Thursday, 23 May 2013

Eye 85, Russian Picture Books & 'Ravilious: Submarine'

Cover of 'Hunting' by Vladimir Lebedev, 1925
I was very excited to come home last night and find a copy of Eye 85 waiting for me - my phone is unwell so I can't post photos of it just yet. For readers not involved in the heady world of graphic design, Eye is a beautifully crafted, eclectic, entertaining magazine aimed primarily at inhabitants of that world. It says something both for the vision of editor John Walters and for the level of interest in 20th century illustration and design that I was commissioned to write something on lithographed children's books for this issue: you'll find 'Puffins on the Plate' on page 62, with an online extract here.

Vladimir Lebedev, Yesterday and Today, 1928
The feature looks great, with the gorgeous old Russian and French books shown by art director Simon Esterson as the time-worn artifacts they are - Clare Walters' related feature on wordless children's books is also beautifully laid out. What readers of Eye might not grasp is that my article is based on research I carried out for my latest book, 'Ravilious: Submarine', the first half of which is devoted to the history of 20th century artist lithography, or auto-lithography, and in particular its use in the production of children's books.

Barnett Freedman, Advert for Baynard Press 
'Ravilious: Submarine' features work by Nathalie Parain, Feodor Rojankovsky and Vladimir Lebedev as well as lovely illustrations made by Barnett Freedman, Pearl Binder, Edward Bawden, Edward McKnight Kauffer, Helen Binyon and others - the pictures in this post are all included. One of the main aims of the book is to show how Ravilious came to make lithographs, and it became very clear as Tim and I were working on the book that he was part of a widespread and energetic movement.

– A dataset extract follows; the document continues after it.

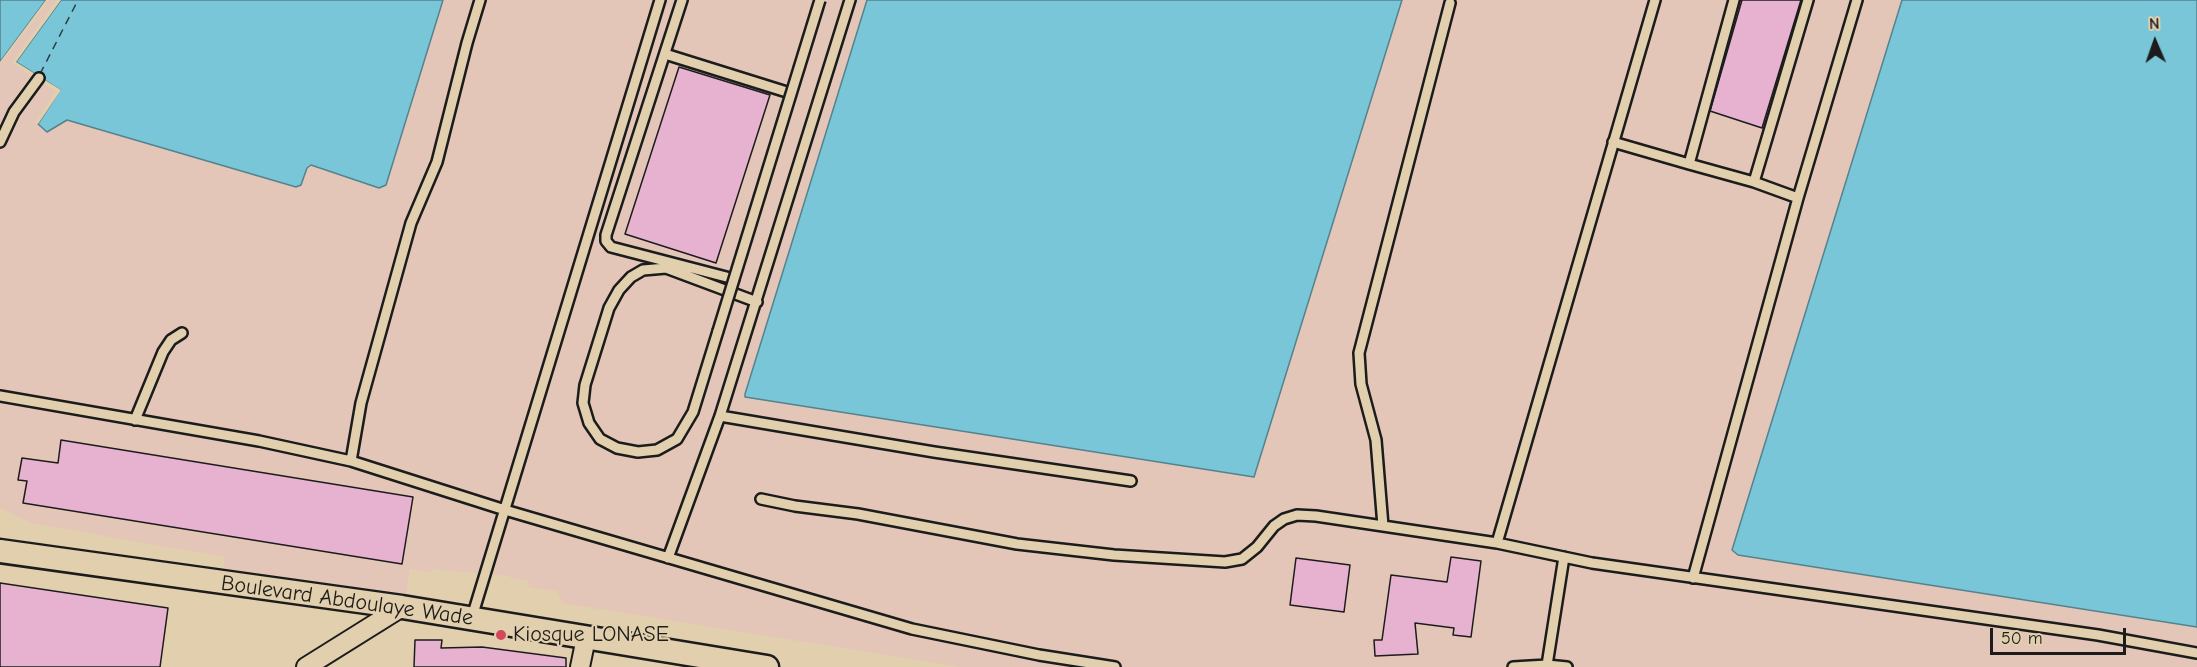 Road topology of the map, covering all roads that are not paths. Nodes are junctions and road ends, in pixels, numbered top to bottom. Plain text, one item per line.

Pearl Binder, A Restaurant in Brick Lane, 1932 
Thanks to left-leaning friends like Peggy Angus, Ravilious knew about the children's books pioneered in the early days of Soviet Russia, and owned several titles; as soon as he tried lithography for himself he was hooked. Finding a kindred spirit in publisher Noel Carrington he transformed 'High Street' from a book of wood engravings (as was first intended) into a dazzling collection of lithographed shop fronts and interiors; Ravilious started work on a Puffin Picture Book  but was lost in action before he could turn his glorious watercolours of chalk figures into a lithographed book. He did, however, create the beautiful Submarine Series, which is reproduced in full in the book, alongside some lovely preparatory drawings.